> _Problem details_:
Begin the copy at the line containing "ring tip: (1155, 764)" in the data below and end it at the line containing "pinky tip: (339, 344)", keeping each line exact and leaving out pictures.

Given data: Begin

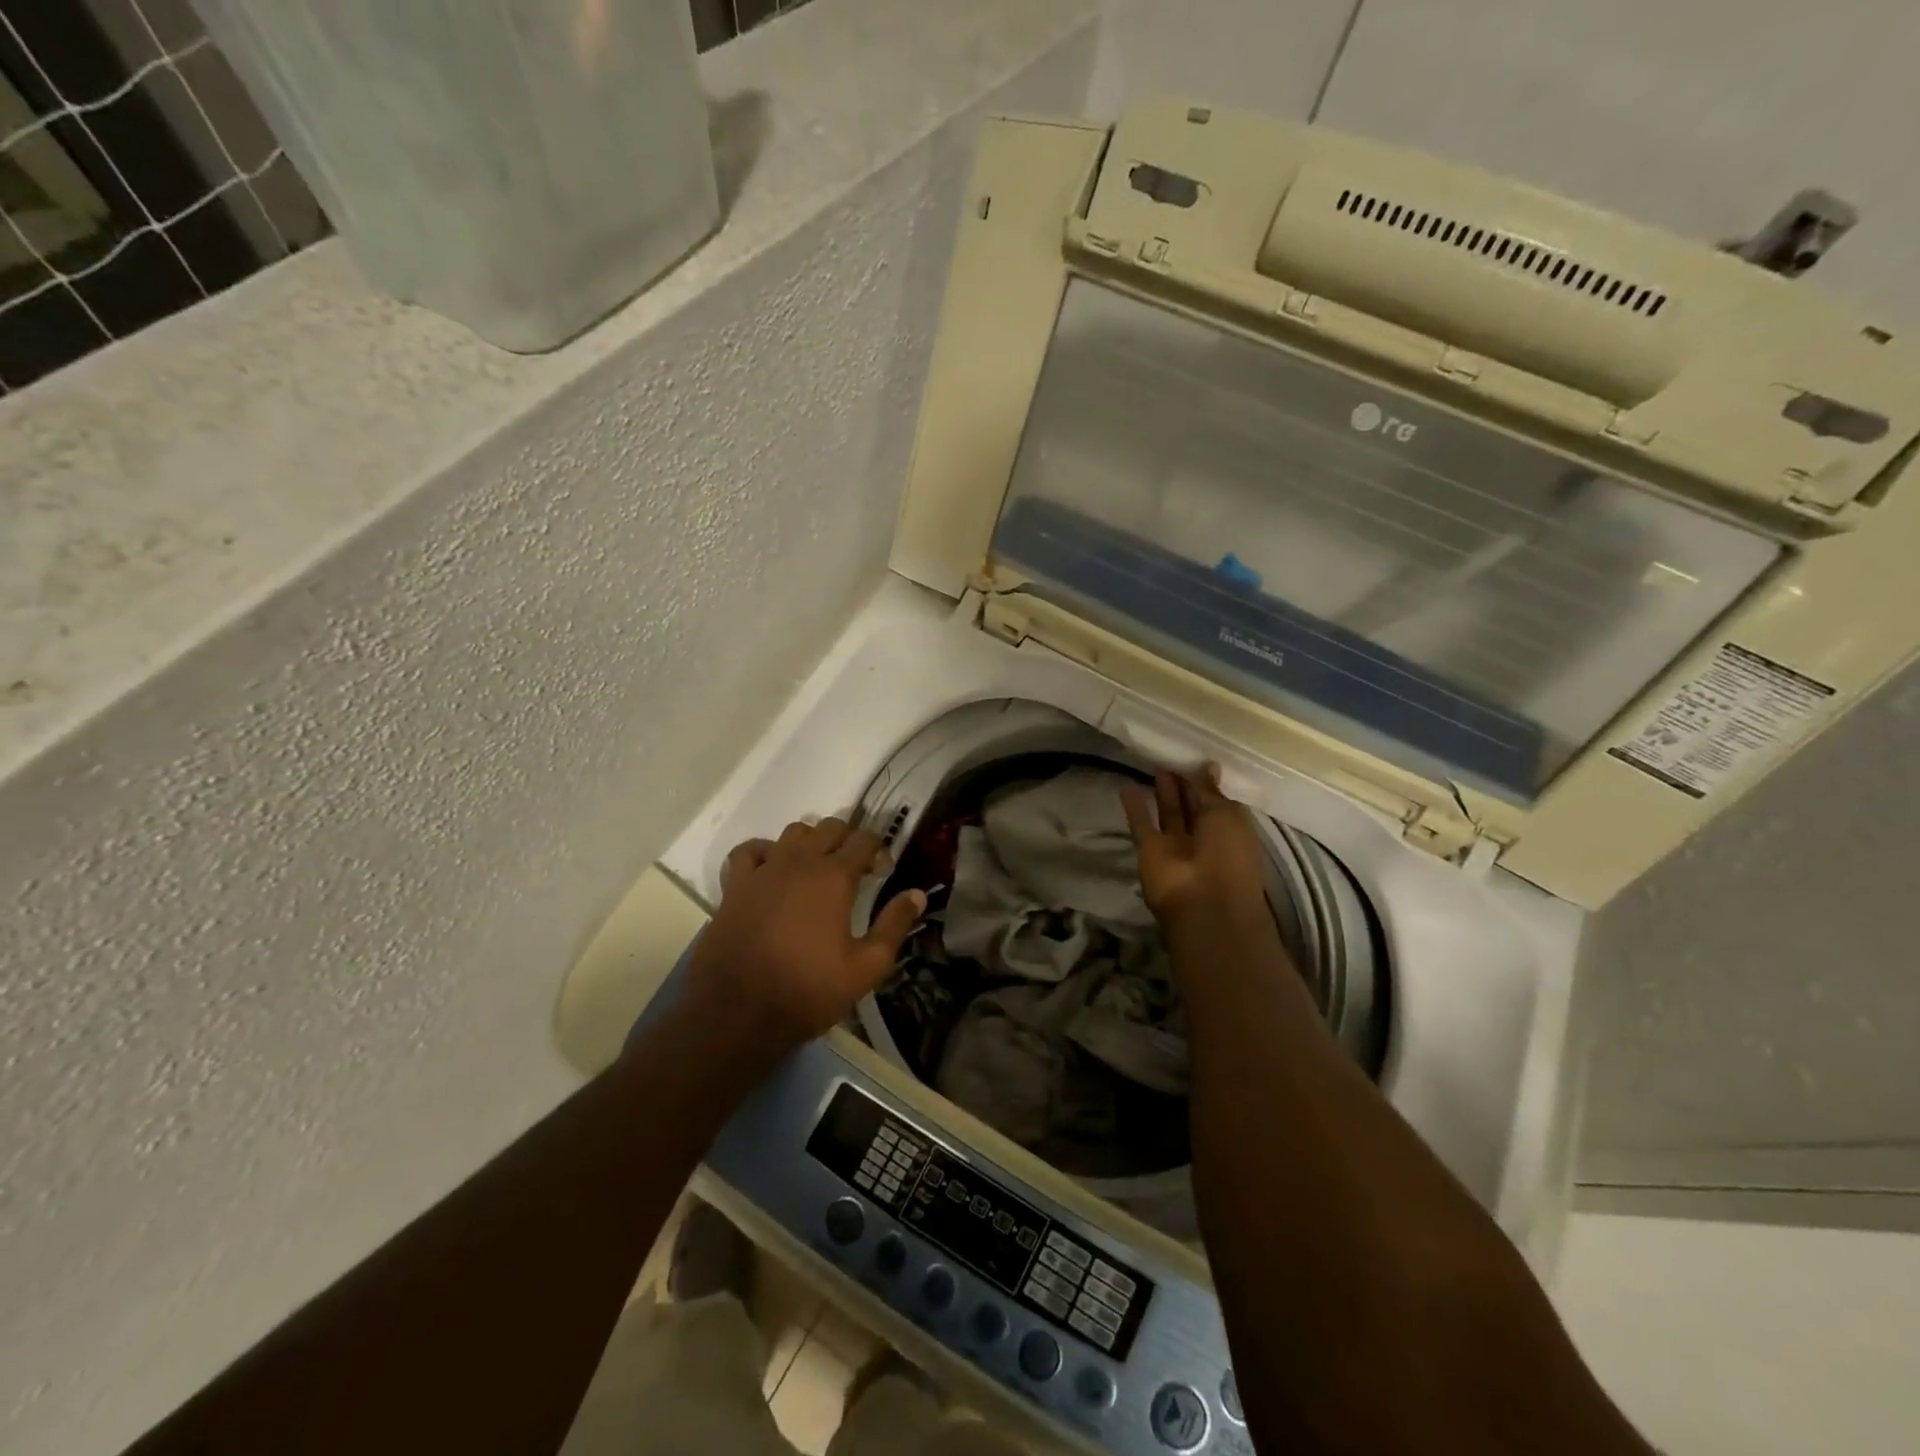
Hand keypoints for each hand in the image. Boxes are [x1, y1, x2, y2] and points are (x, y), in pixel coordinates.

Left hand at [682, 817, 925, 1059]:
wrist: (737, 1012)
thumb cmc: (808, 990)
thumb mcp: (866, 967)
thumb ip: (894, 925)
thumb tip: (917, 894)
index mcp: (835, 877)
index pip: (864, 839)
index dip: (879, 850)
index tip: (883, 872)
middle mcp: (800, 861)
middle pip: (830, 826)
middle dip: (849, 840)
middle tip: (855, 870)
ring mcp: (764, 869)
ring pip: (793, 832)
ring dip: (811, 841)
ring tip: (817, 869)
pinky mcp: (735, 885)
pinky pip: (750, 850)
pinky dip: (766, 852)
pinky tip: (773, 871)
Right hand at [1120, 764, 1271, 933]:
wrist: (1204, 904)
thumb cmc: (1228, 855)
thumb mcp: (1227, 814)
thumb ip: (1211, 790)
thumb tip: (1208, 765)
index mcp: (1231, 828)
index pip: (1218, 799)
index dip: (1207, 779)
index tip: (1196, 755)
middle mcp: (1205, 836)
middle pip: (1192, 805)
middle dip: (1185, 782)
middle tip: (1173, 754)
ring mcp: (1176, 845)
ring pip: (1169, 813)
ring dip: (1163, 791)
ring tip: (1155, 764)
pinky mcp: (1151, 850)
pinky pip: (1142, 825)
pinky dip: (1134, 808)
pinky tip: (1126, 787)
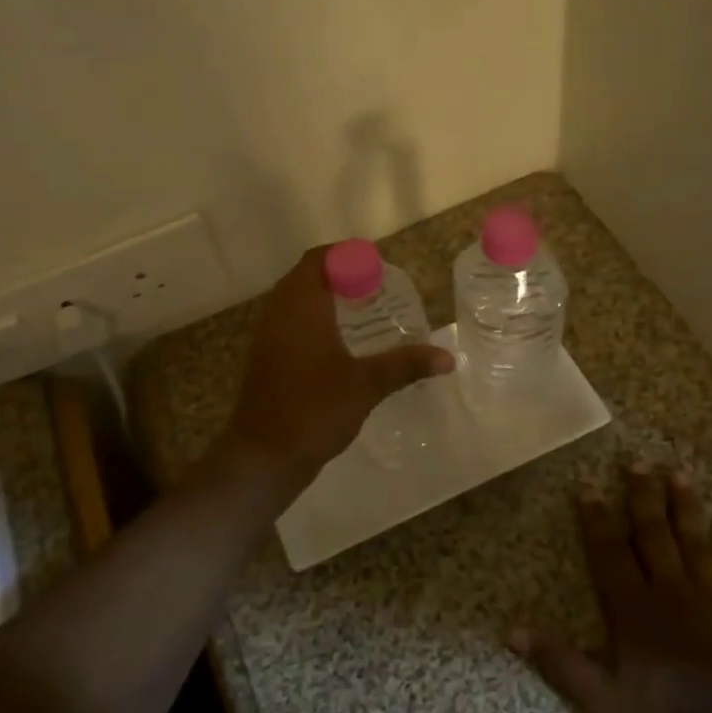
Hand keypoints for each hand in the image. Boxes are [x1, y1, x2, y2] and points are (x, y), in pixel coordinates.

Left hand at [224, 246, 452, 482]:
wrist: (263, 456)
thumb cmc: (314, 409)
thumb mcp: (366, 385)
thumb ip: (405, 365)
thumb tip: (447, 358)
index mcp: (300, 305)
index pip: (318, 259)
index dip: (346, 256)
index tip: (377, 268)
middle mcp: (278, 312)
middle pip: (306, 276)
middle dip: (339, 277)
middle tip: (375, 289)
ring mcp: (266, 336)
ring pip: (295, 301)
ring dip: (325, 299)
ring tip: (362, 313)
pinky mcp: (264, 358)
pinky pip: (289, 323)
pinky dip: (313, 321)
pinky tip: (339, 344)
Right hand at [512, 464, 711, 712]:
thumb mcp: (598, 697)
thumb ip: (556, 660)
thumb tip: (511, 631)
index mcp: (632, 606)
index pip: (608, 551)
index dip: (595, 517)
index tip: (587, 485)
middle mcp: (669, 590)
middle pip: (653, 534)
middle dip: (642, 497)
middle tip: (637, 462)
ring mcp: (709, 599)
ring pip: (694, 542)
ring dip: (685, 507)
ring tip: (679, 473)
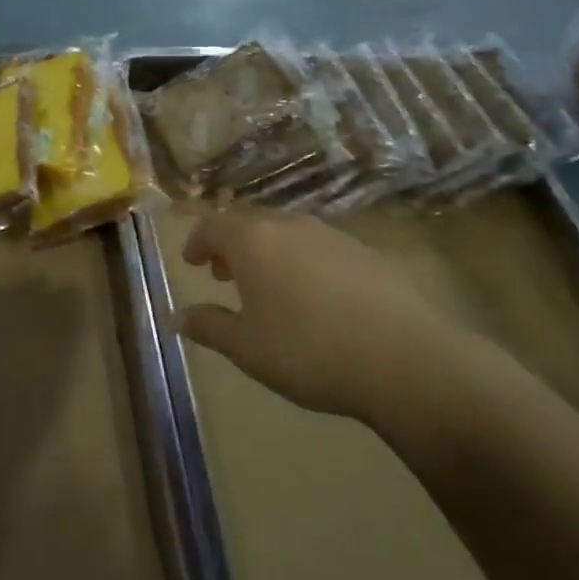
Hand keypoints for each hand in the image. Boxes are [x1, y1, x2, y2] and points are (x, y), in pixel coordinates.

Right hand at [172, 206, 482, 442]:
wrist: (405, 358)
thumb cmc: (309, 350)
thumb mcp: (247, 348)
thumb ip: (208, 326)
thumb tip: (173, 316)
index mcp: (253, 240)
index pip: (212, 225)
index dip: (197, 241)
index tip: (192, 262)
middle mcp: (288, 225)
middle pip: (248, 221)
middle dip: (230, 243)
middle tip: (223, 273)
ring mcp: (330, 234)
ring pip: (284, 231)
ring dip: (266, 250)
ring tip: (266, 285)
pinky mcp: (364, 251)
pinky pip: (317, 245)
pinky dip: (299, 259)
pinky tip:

Given data: End

> _Reply to the task_:
ring tip: (1155, 764)
pinky mcp: (1151, 850)
pinky pip: (1142, 825)
pinky dip: (1134, 808)
pinky tip: (1126, 787)
Hand keypoints for each hand in the image. Boxes are [x1, y1, x2, y2] and points are (x, y), in pixel coordinates.

Left hand at [224, 246, 452, 482]:
wrist: (263, 456)
thumb cmc: (314, 409)
thumb mcp: (366, 385)
thumb ip: (405, 365)
thumb tip: (447, 358)
index mcp: (300, 305)
index pip: (318, 259)
index dip: (346, 256)
index tip: (377, 268)
middle mcp: (278, 312)
middle pip: (306, 276)
middle dip: (339, 277)
middle tip: (375, 289)
ring mcp: (266, 336)
ring pip: (295, 301)
ring dip: (325, 299)
ring tip: (362, 313)
pinky mcp: (264, 358)
pinky pip: (289, 323)
pinky dip: (313, 321)
pinky tip: (339, 344)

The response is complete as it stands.